A few months ago, the NYRB published a letter from William Burr of the National Security Archives regarding the lack of nuclear weapons on B-29s in Europe:
John Banville’s absorbing review of books about the Cambridge Five [NYR, March 7] replicates errors made in Roland Philipp’s book A Spy Named Orphan: The Enigma of Donald Maclean. First, during the Berlin Crisis, President Harry Truman never made public statements about sending B-29 bombers to Western Europe. Second, the B-29s sent to Europe were not nuclear-armed or even atomic capable. Instead, as Ken Young shows in The American Bomb in Britain, the US Air Force bought from the British 1,000 tons of high explosives for the B-29s. Although it was widely believed at the time that the bombers were nuclear-armed, they were a “hollow threat.”

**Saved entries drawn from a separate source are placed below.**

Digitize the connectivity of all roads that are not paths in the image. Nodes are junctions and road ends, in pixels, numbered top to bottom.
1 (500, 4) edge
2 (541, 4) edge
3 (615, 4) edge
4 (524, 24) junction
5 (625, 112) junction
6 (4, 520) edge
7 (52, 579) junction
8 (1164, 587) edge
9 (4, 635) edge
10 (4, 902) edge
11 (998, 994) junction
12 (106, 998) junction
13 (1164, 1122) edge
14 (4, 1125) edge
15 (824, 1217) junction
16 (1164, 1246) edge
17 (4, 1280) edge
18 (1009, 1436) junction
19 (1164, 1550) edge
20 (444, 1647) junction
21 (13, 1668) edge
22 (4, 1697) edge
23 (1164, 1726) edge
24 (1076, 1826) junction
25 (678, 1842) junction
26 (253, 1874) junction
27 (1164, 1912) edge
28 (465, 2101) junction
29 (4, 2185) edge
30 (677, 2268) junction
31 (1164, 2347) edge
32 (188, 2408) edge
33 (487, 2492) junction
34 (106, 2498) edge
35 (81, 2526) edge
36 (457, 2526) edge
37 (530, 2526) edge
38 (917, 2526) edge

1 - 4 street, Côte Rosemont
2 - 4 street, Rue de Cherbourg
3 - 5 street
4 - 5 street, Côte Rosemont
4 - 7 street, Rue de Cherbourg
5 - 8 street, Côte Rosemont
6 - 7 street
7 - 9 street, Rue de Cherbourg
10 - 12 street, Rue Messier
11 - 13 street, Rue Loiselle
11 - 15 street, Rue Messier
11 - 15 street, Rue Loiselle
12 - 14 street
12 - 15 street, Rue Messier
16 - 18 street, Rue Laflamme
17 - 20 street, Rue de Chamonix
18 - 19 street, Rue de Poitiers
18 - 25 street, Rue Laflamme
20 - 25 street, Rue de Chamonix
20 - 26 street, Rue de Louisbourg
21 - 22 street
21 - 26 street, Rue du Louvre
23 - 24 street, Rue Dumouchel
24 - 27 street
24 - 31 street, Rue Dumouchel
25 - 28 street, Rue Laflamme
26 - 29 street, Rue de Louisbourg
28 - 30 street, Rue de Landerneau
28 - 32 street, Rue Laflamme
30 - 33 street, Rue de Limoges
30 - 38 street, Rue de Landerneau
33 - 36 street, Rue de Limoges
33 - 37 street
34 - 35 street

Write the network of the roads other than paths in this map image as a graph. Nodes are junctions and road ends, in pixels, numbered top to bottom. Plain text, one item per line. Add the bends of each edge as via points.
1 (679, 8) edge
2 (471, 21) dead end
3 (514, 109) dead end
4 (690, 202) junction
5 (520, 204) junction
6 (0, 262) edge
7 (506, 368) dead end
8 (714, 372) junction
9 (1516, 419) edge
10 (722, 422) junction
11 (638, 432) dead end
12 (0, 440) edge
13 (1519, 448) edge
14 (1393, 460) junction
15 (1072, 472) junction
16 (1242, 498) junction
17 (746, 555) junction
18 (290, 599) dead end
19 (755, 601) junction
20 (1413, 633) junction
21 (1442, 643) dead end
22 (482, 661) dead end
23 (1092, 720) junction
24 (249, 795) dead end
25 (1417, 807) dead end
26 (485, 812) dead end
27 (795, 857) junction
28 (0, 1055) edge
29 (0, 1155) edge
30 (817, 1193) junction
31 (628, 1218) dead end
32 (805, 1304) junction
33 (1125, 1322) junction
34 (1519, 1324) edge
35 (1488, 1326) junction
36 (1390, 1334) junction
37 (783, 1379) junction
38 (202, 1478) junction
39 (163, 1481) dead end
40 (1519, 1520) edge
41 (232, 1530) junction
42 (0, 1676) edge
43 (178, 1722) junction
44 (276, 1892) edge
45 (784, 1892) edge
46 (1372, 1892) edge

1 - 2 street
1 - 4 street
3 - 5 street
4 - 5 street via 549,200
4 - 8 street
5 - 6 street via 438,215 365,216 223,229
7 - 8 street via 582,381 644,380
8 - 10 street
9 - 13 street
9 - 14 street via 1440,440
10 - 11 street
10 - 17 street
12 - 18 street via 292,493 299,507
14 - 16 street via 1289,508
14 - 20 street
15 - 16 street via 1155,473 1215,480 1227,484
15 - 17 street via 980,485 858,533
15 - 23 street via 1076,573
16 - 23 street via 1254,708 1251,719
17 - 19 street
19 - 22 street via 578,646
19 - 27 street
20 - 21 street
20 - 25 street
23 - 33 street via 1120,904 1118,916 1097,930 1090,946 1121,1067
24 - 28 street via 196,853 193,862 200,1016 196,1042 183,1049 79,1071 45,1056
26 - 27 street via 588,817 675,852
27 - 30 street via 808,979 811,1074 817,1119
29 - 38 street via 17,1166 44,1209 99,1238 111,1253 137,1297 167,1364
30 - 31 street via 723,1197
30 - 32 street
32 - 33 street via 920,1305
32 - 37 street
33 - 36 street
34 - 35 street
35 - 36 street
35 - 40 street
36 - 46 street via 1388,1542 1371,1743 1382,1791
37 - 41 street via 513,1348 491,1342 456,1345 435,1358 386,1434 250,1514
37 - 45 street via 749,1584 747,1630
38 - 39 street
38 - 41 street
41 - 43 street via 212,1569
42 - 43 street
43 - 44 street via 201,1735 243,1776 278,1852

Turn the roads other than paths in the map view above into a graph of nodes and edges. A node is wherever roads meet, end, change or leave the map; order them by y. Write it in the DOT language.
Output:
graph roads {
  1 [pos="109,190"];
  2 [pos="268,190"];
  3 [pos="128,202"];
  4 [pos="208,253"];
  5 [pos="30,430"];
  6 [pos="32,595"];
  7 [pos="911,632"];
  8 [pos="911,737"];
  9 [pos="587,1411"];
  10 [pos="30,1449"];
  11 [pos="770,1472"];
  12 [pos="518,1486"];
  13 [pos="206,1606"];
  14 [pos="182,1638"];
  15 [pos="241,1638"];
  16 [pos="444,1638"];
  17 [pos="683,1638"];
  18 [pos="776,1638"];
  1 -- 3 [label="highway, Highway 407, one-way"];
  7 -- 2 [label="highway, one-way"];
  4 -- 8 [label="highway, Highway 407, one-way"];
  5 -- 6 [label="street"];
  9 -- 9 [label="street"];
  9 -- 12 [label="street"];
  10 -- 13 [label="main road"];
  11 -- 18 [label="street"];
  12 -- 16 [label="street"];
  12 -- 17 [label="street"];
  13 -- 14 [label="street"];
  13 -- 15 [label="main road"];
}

Citing Philipps, Mr. Banville notes that Maclean picked up enough intelligence to alert Stalin that the United States had a small stockpile of atomic weapons and not much capability to deliver them from US soil. That was accurate, but Maclean may not have known that early in the crisis Truman refused to turn the Bomb over to the military, declaring that “I don’t think we ought to use this thing unless we have to…. You have got to understand that this is not a military weapon. It is used to wipe out women, children and unarmed people.” Truman’s thinking suggests that atomic war was even less likely than Maclean realized.